**Task objective:** Note how many lines in the entries contain the string "view", then give that number and nothing else.

**Data to process:**
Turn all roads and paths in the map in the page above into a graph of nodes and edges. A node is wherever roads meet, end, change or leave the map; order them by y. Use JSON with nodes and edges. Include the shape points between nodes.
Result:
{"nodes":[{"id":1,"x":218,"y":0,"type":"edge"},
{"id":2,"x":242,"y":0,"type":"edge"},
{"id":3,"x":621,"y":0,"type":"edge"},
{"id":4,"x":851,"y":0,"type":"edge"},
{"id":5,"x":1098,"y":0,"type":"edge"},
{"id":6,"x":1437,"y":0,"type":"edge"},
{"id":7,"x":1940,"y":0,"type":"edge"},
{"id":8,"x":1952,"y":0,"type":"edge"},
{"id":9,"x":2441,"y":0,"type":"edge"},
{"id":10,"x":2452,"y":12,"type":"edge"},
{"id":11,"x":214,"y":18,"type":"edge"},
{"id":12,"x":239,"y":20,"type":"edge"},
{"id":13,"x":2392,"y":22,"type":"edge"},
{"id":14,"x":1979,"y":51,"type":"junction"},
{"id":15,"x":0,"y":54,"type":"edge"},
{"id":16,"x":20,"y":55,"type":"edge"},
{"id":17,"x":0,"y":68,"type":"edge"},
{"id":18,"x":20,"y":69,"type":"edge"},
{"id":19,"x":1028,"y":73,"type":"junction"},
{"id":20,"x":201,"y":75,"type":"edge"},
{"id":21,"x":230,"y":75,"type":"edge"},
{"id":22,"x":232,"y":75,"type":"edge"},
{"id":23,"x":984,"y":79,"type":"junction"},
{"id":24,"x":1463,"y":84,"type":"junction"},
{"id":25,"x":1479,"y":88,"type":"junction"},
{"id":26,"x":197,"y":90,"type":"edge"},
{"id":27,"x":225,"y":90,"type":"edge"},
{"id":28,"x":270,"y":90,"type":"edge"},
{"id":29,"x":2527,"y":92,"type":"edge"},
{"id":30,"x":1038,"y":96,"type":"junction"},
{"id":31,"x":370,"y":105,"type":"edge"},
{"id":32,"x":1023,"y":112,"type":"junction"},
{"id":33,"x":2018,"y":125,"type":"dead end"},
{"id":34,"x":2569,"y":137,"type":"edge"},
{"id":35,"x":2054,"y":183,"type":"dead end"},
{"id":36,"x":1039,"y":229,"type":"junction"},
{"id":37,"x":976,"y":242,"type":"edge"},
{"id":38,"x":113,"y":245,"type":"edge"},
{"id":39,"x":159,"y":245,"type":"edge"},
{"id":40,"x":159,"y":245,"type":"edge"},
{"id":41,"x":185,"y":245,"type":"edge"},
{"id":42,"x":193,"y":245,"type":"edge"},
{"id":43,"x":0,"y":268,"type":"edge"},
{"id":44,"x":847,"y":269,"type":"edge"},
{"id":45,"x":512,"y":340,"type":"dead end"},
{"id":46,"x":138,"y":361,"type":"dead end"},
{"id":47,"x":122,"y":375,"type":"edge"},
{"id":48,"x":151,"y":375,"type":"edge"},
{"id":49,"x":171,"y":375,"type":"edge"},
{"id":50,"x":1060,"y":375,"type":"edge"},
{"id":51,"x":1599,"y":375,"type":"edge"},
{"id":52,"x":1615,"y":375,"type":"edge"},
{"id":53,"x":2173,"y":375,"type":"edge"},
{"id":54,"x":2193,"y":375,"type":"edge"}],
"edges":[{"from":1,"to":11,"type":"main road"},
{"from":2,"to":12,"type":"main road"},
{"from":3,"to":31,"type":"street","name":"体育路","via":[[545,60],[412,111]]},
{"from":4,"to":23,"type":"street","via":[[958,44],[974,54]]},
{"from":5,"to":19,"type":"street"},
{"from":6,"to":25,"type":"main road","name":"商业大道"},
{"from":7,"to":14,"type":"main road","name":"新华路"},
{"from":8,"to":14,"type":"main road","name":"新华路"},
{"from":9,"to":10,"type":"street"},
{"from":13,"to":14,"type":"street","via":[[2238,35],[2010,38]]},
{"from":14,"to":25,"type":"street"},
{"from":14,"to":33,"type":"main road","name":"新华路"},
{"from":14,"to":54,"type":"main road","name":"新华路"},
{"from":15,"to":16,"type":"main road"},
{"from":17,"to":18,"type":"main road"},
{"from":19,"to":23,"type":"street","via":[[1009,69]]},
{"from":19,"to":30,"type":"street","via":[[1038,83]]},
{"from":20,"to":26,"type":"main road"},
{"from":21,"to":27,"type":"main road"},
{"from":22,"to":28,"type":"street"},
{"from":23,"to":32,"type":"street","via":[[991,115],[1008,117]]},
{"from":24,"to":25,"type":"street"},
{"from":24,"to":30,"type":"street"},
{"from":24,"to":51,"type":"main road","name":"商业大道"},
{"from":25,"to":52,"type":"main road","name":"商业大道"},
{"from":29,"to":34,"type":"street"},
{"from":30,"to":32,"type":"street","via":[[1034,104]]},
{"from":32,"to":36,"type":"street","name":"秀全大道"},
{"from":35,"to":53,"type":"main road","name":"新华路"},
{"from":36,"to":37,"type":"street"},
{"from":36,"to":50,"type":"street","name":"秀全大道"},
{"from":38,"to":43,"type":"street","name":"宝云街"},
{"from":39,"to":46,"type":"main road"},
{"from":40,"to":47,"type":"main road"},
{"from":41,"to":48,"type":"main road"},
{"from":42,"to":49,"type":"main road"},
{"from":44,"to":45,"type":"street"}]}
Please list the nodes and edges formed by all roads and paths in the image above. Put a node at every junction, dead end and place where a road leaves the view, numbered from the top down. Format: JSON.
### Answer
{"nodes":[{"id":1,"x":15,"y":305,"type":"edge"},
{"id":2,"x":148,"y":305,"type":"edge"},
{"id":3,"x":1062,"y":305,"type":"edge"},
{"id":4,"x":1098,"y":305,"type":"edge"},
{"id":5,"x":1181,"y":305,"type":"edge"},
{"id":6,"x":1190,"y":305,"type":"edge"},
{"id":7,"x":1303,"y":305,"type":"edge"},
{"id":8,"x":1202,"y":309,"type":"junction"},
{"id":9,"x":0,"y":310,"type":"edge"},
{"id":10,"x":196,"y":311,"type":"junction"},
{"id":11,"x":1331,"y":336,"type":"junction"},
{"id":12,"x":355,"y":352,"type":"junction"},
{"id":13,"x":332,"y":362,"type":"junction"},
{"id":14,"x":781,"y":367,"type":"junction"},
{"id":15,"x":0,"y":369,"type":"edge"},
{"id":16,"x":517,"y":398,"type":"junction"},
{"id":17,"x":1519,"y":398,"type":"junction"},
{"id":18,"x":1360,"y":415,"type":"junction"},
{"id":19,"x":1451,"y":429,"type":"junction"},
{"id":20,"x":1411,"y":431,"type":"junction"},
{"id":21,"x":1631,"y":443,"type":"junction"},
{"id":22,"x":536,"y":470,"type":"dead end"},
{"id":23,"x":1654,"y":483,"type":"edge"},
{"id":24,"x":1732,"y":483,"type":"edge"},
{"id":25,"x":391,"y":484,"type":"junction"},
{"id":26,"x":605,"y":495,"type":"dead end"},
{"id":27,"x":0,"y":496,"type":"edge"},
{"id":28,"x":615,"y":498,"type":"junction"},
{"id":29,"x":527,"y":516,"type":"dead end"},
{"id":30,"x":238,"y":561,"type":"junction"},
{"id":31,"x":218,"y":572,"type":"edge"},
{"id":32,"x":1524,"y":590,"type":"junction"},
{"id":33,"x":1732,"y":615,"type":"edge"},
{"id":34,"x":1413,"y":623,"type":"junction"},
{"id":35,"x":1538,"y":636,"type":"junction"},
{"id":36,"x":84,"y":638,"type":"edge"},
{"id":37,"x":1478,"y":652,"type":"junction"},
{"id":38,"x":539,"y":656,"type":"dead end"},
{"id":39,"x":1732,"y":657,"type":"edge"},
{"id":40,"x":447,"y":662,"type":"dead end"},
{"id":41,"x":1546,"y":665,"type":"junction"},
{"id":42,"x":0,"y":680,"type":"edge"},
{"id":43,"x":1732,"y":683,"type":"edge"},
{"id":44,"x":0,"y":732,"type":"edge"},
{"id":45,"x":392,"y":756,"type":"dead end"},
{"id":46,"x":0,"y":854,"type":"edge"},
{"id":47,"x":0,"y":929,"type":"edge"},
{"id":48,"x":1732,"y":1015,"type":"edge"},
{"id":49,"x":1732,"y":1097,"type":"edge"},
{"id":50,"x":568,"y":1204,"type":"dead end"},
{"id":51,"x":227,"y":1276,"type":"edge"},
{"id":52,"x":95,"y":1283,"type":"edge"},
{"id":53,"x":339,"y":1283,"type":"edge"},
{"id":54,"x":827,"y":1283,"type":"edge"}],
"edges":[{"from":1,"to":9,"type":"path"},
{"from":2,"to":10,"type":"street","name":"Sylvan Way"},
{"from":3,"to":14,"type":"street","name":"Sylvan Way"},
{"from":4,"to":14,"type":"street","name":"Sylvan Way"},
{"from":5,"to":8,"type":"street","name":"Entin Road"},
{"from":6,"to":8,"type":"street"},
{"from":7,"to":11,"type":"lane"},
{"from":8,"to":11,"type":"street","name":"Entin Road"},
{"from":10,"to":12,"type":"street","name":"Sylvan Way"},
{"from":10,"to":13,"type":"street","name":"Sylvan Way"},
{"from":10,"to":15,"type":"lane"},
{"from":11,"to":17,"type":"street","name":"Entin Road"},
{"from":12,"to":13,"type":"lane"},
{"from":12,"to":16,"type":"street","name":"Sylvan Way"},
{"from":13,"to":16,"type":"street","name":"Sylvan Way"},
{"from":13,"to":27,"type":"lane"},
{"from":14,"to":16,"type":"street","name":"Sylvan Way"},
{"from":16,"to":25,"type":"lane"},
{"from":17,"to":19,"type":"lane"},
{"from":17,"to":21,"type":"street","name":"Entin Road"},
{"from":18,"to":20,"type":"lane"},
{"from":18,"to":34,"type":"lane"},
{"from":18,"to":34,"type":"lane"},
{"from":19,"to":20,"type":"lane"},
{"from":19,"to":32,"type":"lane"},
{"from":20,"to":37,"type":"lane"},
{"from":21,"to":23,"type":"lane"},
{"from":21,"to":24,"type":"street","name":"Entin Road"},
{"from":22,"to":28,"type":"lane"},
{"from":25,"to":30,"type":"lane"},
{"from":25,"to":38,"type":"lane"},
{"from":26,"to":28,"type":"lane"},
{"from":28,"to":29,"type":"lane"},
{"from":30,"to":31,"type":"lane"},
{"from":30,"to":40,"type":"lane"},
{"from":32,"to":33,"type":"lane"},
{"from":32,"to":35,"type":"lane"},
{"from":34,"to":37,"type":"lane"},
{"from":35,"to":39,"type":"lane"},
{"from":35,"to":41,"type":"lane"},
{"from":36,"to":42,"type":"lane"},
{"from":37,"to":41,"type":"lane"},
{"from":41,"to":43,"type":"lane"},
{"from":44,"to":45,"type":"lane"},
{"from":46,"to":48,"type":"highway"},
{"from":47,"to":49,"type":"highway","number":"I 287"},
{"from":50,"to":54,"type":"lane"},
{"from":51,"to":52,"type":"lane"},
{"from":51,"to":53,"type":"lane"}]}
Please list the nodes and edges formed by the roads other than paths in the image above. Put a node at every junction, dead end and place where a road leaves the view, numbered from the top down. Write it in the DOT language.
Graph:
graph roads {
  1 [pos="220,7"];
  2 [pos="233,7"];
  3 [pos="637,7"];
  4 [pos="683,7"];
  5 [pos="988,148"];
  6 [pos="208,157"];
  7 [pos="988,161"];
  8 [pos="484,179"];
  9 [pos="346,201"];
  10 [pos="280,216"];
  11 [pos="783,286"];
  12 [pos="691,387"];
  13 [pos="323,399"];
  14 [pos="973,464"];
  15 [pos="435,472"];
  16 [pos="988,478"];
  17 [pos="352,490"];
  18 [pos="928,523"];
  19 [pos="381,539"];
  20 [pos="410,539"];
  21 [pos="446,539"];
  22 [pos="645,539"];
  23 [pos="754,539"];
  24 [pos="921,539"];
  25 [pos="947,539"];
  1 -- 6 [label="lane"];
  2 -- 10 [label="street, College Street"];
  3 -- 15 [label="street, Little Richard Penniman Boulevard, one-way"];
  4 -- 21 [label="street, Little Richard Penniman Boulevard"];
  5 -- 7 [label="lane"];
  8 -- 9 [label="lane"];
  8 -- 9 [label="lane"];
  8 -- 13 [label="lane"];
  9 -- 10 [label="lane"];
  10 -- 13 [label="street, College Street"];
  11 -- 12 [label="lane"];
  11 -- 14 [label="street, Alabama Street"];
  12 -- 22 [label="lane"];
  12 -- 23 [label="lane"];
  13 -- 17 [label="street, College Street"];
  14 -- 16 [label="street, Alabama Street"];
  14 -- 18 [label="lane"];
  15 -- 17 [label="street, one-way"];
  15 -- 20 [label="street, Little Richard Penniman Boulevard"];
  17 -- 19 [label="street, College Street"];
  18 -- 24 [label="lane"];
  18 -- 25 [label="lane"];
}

**Answer:** 2